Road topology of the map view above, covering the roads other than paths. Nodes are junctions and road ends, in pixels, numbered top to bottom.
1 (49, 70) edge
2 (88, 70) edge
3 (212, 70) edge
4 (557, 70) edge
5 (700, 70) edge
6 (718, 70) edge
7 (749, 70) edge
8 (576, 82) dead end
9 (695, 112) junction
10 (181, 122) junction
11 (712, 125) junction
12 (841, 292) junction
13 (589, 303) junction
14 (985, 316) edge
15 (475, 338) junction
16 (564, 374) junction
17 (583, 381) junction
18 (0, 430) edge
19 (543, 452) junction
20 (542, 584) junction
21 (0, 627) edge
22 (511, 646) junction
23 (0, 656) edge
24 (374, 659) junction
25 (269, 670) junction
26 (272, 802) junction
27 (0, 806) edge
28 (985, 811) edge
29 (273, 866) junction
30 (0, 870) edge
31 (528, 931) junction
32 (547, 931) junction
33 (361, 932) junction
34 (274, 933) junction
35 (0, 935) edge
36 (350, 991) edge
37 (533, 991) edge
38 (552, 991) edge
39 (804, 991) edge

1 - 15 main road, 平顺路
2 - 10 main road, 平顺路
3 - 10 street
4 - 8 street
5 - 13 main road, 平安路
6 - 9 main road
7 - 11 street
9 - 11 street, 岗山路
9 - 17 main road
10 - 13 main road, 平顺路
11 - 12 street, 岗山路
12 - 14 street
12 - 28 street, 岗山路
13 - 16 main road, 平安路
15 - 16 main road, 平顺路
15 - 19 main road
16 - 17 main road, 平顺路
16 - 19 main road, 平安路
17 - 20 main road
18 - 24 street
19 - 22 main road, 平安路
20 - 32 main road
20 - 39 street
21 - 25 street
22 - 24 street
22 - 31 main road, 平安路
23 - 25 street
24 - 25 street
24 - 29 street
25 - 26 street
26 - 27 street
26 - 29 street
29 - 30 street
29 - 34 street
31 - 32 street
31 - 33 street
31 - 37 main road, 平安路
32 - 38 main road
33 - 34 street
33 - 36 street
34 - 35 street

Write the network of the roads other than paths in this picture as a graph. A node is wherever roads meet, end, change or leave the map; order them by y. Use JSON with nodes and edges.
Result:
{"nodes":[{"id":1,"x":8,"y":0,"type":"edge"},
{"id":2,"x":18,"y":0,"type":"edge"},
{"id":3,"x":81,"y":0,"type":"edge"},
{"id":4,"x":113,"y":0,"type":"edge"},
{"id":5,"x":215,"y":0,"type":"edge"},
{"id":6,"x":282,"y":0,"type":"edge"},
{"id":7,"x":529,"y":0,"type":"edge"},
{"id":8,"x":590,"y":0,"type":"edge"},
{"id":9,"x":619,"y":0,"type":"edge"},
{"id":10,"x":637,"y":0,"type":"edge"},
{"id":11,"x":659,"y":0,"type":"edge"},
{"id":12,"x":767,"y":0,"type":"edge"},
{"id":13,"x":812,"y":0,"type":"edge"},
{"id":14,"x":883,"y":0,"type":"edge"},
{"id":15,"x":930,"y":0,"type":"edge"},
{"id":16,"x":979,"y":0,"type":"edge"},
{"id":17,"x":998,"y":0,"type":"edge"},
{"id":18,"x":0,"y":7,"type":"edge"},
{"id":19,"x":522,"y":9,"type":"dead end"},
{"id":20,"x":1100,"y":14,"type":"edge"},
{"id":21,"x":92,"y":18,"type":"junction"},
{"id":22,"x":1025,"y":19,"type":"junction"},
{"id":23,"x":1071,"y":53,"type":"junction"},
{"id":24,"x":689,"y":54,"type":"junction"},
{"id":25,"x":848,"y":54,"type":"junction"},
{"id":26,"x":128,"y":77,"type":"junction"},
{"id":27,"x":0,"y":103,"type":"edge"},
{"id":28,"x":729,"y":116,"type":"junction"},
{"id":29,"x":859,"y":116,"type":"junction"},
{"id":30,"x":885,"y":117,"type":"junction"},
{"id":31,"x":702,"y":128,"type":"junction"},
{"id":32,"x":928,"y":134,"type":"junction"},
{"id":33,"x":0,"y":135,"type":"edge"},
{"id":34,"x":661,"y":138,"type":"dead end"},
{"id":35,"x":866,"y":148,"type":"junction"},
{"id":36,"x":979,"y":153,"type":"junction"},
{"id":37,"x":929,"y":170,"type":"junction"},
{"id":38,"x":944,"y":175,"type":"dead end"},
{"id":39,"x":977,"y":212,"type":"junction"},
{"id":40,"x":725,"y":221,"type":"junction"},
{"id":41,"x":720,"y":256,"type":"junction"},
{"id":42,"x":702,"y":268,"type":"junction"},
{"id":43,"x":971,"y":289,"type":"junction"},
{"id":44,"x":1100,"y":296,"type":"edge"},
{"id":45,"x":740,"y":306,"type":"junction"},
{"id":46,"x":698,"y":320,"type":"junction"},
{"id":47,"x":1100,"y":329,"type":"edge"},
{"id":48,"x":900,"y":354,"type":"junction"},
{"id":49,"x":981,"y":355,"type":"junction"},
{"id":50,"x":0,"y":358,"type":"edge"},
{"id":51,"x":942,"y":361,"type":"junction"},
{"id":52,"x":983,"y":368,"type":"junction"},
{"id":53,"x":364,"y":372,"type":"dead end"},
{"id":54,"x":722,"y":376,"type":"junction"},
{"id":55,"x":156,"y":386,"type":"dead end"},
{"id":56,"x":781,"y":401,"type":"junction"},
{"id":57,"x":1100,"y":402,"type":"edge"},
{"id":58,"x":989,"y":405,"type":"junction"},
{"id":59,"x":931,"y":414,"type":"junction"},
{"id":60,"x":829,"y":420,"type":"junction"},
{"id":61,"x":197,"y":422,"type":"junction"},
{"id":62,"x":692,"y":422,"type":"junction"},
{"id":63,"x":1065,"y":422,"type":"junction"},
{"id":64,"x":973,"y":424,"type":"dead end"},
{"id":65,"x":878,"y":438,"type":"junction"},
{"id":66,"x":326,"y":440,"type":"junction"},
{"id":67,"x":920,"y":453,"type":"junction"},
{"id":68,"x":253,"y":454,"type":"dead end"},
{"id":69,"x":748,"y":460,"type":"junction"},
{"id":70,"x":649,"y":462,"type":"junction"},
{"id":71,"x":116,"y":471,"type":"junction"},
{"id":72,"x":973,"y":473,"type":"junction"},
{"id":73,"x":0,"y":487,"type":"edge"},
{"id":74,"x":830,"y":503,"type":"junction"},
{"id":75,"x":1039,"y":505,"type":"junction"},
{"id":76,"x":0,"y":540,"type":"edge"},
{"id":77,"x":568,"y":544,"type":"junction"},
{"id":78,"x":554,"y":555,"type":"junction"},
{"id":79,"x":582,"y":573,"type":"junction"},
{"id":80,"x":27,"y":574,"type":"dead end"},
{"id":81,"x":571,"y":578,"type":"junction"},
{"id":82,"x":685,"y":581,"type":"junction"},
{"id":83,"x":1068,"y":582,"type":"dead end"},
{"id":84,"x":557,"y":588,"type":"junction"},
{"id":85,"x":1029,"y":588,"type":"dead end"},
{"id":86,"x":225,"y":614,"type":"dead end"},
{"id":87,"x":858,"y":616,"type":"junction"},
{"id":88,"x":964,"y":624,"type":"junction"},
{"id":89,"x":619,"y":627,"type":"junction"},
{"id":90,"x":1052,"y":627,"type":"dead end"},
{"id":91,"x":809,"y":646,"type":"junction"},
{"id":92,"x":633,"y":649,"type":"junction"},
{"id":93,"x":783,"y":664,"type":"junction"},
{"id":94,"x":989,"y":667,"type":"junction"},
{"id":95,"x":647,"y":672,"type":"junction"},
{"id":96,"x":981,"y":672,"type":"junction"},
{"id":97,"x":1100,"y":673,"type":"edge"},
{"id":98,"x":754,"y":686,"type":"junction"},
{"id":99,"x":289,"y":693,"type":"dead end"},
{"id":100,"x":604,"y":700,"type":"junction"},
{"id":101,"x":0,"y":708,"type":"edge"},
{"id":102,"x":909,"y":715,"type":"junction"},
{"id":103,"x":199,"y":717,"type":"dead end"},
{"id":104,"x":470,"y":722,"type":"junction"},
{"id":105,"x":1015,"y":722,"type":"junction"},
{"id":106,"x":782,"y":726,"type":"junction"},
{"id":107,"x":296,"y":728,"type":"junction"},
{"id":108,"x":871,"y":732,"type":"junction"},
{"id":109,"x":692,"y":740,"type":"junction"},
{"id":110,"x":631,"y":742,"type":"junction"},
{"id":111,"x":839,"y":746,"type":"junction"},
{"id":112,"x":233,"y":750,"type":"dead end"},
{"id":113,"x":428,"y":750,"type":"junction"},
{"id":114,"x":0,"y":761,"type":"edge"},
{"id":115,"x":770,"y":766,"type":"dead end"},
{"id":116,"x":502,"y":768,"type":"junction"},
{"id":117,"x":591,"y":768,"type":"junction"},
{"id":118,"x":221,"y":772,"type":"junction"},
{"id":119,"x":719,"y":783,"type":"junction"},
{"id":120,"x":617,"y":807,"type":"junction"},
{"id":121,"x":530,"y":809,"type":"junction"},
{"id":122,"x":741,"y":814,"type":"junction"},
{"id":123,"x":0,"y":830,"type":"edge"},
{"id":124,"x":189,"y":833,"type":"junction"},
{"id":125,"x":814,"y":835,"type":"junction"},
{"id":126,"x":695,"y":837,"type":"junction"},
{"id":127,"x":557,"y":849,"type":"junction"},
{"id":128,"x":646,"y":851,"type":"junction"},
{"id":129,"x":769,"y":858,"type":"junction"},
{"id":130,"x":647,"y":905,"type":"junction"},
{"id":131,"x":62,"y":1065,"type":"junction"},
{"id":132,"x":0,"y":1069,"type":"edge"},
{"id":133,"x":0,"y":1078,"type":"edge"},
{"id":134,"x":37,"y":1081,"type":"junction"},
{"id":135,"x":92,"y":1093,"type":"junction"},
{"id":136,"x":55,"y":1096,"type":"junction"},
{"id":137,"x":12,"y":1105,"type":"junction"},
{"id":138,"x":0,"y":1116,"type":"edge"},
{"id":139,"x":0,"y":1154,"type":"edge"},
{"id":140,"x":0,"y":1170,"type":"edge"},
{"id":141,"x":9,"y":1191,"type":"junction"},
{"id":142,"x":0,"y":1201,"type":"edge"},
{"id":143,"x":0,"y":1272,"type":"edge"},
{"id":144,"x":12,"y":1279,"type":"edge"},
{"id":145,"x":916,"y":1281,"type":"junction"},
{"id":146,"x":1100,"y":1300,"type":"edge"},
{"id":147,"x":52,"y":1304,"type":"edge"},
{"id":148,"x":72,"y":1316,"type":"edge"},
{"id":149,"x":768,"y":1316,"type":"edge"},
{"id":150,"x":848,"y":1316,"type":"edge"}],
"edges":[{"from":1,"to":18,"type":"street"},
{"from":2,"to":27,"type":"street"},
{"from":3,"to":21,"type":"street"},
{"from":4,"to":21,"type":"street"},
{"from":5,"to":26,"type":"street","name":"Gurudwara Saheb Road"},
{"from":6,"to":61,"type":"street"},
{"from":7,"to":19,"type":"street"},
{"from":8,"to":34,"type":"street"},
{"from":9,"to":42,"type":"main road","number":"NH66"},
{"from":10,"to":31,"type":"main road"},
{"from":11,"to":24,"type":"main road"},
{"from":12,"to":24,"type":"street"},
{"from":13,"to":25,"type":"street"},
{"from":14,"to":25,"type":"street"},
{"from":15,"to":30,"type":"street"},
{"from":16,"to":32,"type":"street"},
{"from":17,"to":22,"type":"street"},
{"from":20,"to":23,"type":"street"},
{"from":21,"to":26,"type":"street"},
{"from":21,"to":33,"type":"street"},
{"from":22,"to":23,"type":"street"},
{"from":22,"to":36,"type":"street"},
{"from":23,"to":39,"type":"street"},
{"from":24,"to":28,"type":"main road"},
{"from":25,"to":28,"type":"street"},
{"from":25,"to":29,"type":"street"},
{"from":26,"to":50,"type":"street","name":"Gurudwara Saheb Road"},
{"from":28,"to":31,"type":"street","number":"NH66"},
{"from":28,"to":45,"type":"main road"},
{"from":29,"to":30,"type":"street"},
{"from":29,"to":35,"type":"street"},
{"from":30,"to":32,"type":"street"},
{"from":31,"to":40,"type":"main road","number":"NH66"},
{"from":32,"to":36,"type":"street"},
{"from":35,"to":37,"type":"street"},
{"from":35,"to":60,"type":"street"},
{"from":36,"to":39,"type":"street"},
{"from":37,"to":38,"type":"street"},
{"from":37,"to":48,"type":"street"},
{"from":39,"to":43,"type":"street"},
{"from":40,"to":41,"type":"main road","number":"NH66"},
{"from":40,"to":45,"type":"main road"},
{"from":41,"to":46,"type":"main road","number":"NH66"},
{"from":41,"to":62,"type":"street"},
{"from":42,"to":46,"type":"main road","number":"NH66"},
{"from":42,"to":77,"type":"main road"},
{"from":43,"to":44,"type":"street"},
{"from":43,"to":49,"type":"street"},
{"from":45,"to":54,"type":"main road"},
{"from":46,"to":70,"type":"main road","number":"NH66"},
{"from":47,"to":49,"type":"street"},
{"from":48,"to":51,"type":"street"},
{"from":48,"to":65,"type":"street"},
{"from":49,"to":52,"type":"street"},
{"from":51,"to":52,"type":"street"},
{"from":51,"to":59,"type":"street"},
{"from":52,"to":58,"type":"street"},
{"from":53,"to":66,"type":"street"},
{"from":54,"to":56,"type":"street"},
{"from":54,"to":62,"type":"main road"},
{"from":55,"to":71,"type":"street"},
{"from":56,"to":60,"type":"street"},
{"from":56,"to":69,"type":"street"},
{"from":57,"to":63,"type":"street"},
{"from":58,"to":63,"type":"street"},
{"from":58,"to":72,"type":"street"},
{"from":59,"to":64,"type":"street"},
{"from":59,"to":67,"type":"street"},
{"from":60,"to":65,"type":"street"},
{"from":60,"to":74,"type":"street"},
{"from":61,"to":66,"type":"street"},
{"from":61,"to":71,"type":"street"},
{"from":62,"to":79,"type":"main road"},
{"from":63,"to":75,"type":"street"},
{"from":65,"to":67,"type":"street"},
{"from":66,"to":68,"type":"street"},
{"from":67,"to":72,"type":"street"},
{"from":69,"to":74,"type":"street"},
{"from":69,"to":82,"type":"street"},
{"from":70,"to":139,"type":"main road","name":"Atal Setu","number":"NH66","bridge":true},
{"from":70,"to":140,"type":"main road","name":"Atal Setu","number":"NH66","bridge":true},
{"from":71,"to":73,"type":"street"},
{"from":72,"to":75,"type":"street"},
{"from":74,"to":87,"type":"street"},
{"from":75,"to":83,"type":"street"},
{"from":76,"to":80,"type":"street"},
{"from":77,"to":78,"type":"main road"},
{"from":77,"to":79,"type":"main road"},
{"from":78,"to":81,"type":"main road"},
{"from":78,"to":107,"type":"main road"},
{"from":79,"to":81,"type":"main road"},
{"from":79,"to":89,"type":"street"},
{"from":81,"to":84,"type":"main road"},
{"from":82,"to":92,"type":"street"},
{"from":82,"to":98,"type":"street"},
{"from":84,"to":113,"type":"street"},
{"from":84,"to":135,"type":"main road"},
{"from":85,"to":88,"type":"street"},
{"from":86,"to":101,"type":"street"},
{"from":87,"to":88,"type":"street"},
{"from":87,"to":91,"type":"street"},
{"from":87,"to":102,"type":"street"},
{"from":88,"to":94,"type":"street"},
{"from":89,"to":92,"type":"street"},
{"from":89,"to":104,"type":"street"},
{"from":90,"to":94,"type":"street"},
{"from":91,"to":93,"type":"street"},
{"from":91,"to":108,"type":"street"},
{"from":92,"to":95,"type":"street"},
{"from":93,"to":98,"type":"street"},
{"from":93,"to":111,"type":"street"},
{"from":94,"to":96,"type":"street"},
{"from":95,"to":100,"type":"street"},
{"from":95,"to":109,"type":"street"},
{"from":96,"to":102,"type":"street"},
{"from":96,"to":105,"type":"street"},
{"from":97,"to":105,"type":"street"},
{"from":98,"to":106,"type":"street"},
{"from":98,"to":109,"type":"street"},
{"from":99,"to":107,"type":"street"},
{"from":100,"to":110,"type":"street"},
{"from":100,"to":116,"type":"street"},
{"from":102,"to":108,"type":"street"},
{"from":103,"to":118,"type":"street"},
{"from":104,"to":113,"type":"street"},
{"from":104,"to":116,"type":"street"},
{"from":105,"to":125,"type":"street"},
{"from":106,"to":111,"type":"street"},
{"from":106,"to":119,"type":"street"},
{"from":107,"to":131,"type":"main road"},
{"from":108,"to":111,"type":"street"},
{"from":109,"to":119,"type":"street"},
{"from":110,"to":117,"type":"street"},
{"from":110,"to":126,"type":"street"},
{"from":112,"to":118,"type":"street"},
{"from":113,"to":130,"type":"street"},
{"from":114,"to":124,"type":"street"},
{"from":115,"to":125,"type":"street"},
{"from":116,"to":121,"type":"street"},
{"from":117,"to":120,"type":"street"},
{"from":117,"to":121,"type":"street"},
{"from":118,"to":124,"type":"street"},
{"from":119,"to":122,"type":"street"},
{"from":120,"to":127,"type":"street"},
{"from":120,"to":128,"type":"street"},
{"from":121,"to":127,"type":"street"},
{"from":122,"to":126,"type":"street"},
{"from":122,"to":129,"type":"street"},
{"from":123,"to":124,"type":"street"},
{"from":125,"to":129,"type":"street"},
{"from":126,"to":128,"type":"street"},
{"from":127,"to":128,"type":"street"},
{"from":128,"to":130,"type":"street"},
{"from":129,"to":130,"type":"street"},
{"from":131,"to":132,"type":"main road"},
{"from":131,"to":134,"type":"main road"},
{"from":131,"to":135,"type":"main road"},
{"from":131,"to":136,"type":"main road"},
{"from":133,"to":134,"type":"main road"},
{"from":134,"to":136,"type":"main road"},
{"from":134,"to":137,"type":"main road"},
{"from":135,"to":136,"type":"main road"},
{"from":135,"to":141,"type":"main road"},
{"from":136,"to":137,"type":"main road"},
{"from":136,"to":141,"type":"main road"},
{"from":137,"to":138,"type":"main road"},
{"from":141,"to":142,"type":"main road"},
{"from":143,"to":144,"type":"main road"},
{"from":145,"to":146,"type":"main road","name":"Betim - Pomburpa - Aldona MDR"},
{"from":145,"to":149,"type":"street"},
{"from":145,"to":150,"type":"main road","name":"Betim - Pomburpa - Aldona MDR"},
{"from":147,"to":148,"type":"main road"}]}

====

*Your assignment*
Scan the material for lines that hold the word "bridge", then say how many there are and nothing else.

*Answer to the exercise*
2